*** DATA IN THIS EXERCISE Section Begins ***

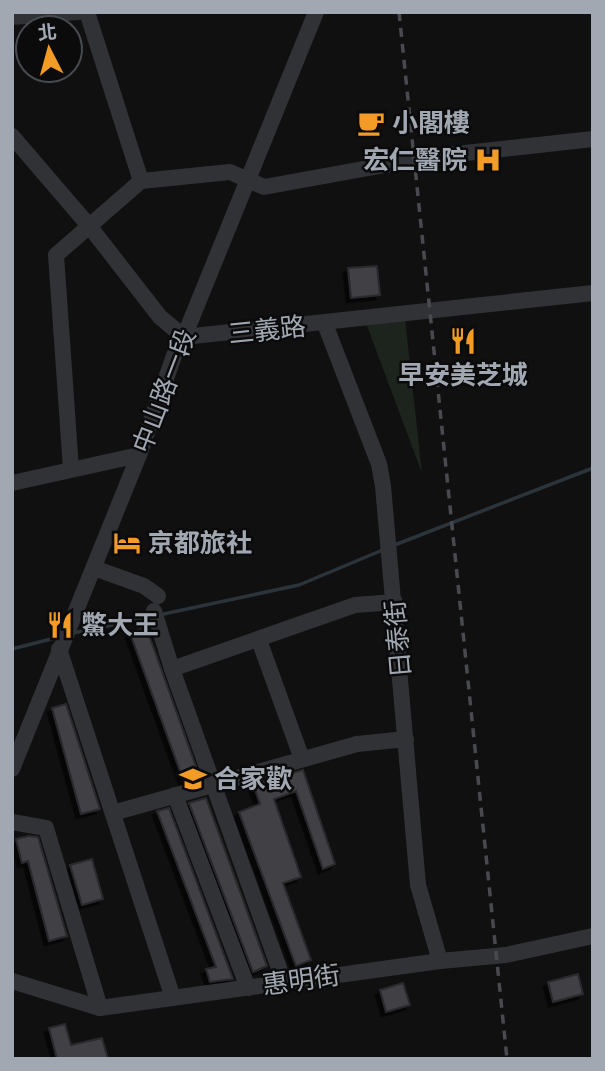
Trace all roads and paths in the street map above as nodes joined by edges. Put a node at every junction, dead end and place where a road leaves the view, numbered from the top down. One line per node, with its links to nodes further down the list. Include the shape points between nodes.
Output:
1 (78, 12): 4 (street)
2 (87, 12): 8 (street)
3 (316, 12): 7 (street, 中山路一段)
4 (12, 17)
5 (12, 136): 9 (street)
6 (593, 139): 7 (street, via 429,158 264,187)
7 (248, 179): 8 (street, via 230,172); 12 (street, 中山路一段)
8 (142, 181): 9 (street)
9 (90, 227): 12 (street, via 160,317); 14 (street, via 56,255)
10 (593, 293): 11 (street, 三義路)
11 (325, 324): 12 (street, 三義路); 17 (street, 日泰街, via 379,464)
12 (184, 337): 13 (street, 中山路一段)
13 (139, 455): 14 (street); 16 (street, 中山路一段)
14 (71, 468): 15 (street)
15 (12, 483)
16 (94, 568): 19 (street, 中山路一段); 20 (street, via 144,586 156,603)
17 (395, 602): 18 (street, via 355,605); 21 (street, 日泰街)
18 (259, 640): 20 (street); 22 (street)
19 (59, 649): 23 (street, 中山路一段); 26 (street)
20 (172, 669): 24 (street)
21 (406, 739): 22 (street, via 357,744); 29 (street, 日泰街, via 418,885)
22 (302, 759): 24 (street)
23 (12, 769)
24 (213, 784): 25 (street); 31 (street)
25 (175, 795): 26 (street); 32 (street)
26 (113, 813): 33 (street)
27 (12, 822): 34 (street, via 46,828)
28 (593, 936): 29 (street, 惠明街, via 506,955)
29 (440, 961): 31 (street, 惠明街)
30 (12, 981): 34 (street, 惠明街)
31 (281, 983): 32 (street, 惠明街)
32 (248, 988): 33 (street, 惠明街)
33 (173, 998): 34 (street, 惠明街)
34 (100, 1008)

*** DATA IN THIS EXERCISE Section Ends ***

**WHAT IS NEEDED:** All of the data needs repeating exactly, but the pictures do not.

**ANSWER FOR THIS EXERCISE:**
Trace all roads and paths in the street map above as nodes joined by edges. Put a node at every junction, dead end and place where a road leaves the view, numbered from the top down. One line per node, with its links to nodes further down the list. Include the shape points between nodes.
Output:
1 (78, 12): 4 (street)
2 (87, 12): 8 (street)
3 (316, 12): 7 (street, 中山路一段)
4 (12, 17)
5 (12, 136): 9 (street)
6 (593, 139): 7 (street, via 429,158 264,187)
7 (248, 179): 8 (street, via 230,172); 12 (street, 中山路一段)
8 (142, 181): 9 (street)
9 (90, 227): 12 (street, via 160,317); 14 (street, via 56,255)
10 (593, 293): 11 (street, 三義路)
11 (325, 324): 12 (street, 三義路); 17 (street, 日泰街, via 379,464)
12 (184, 337): 13 (street, 中山路一段)
13 (139, 455): 14 (street); 16 (street, 中山路一段)
14 (71, 468): 15 (street)
15 (12, 483)
16 (94, 568): 19 (street, 中山路一段); 20 (street, via 144,586 156,603)
17 (395, 602): 18 (street, via 355,605); 21 (street, 日泰街)
18 (259, 640): 20 (street); 22 (street)
19 (59, 649): 23 (street, 中山路一段); 26 (street)
20 (172, 669): 24 (street)
21 (406, 739): 22 (street, via 357,744); 29 (street, 日泰街, via 418,885)
22 (302, 759): 24 (street)
23 (12, 769)
24 (213, 784): 25 (street); 31 (street)
25 (175, 795): 26 (street); 32 (street)
26 (113, 813): 33 (street)
27 (12, 822): 34 (street, via 46,828)
28 (593, 936): 29 (street, 惠明街, via 506,955)
29 (440, 961): 31 (street, 惠明街)
30 (12, 981): 34 (street, 惠明街)
31 (281, 983): 32 (street, 惠明街)
32 (248, 988): 33 (street, 惠明街)
33 (173, 998): 34 (street, 惠明街)
34 (100, 1008)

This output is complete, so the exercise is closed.